Assigned task:
What lines in the following entries hold the word "paths"? Copy each one.

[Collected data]
********
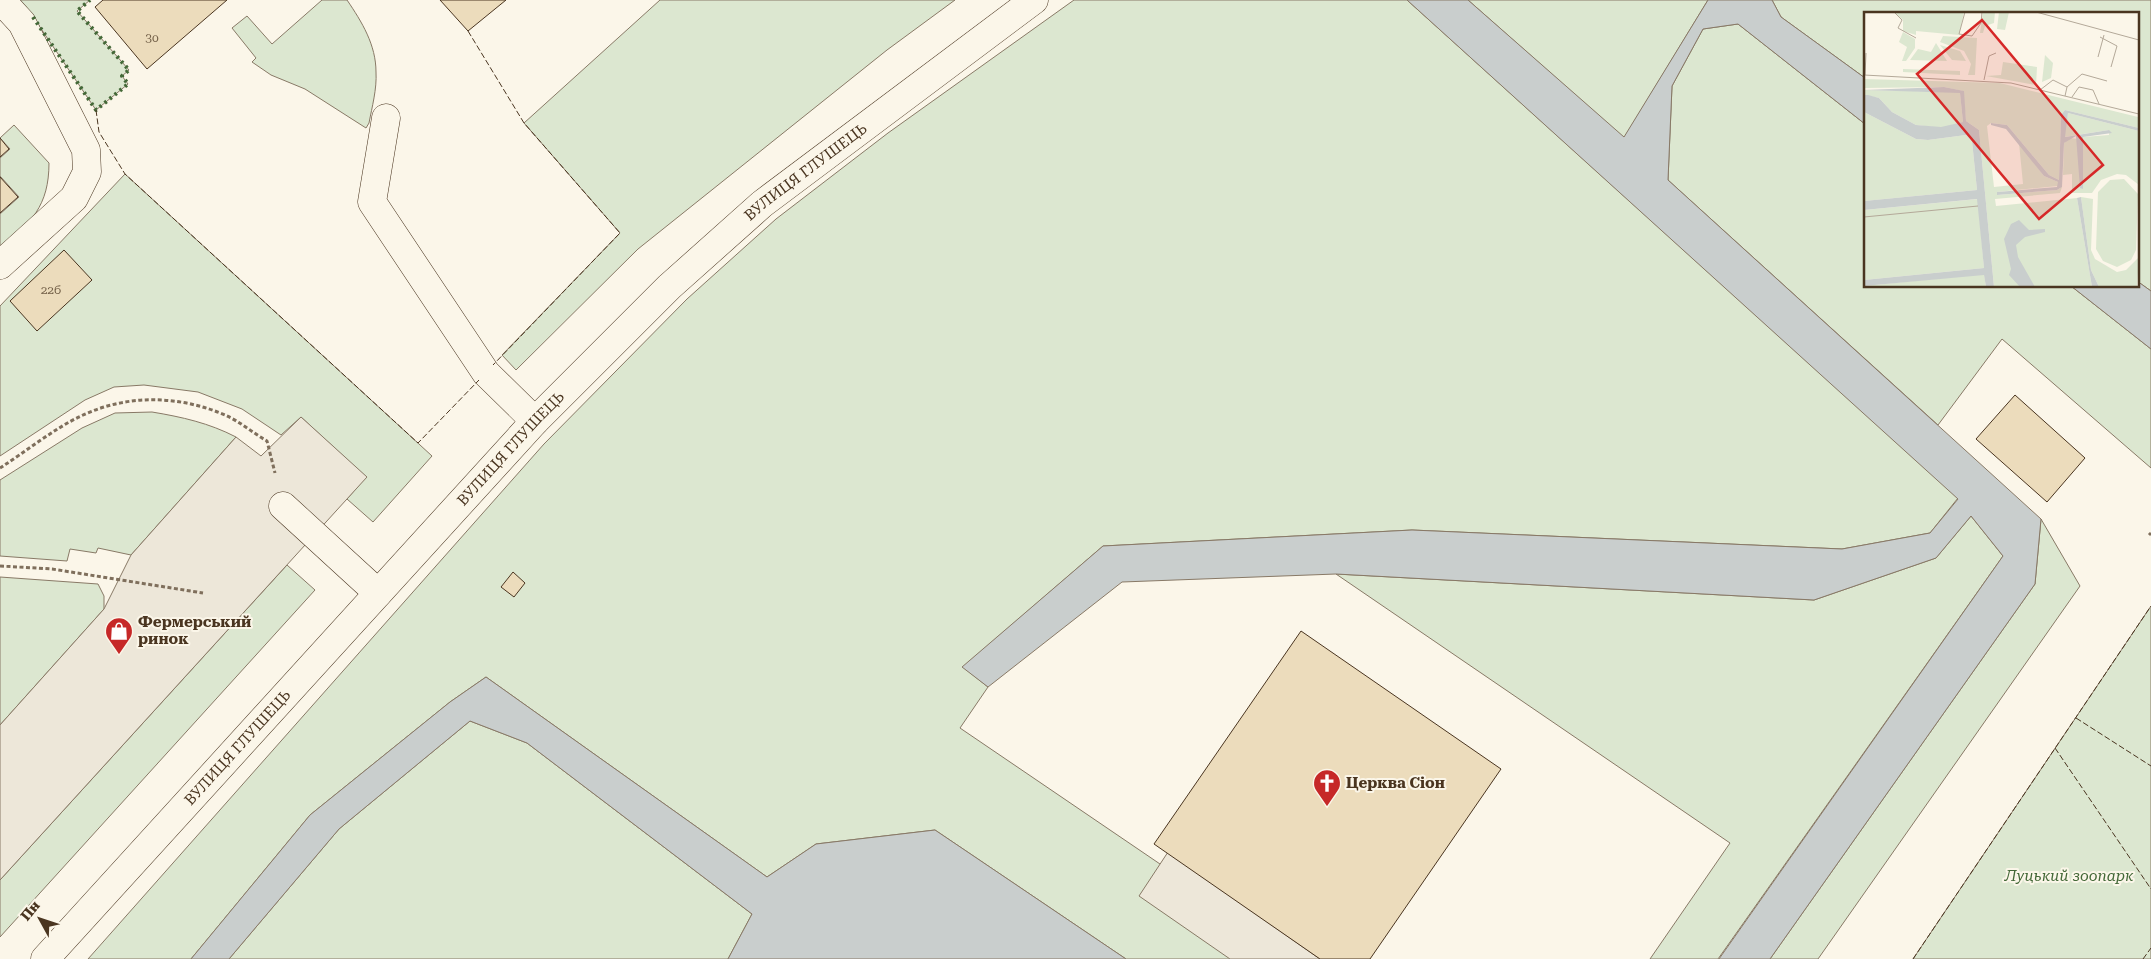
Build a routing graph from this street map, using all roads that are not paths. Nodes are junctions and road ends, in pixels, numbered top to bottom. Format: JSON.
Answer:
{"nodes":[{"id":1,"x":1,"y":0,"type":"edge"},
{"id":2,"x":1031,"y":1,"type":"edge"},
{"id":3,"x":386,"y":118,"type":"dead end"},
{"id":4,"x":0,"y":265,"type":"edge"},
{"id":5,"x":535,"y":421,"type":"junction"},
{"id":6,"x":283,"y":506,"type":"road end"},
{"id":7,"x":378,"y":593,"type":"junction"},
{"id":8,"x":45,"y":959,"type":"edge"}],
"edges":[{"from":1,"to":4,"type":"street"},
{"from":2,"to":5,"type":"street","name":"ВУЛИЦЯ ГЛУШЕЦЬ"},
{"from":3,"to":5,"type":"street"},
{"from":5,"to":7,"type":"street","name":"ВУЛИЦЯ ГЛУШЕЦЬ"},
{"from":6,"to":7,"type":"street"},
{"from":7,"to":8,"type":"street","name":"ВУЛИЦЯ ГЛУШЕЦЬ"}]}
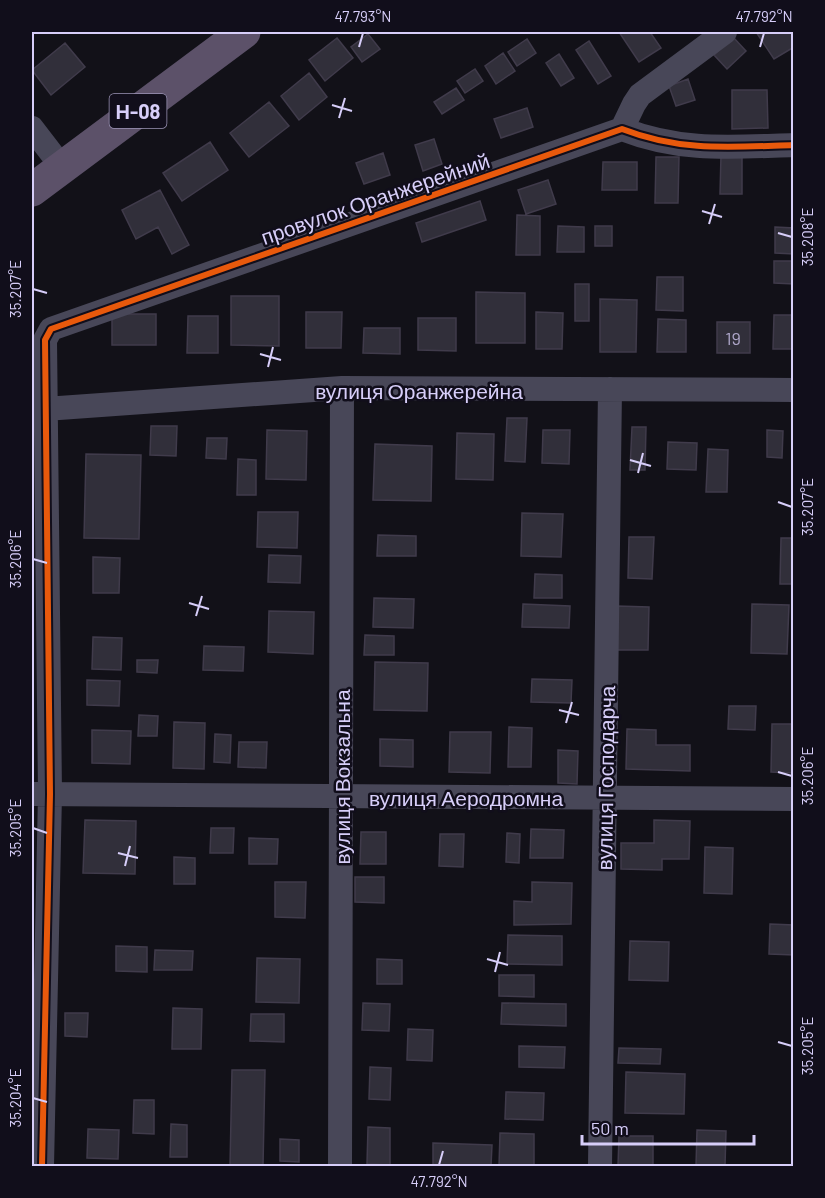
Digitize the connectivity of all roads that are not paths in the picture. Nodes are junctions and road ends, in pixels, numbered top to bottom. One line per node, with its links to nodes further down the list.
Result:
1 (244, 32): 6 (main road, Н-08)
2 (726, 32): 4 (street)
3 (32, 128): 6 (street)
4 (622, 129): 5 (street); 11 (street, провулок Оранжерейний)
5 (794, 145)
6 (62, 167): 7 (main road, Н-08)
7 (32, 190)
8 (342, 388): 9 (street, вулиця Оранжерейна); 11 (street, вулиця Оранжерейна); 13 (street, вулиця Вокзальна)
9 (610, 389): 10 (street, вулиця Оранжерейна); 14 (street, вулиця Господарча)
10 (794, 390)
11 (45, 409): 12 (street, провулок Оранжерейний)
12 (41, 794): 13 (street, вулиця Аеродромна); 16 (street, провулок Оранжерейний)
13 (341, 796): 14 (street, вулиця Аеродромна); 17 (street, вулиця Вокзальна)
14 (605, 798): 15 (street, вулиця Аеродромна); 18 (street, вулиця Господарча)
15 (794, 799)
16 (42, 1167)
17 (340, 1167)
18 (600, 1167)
********
Answer below:
Build a routing graph from this street map, using all roads that are not paths. Nodes are junctions and road ends, in pixels, numbered top to bottom. Format: JSON.
Digitize the connectivity of all roads that are not paths in the picture. Nodes are junctions and road ends, in pixels, numbered top to bottom. One line per node, with its links to nodes further down the list.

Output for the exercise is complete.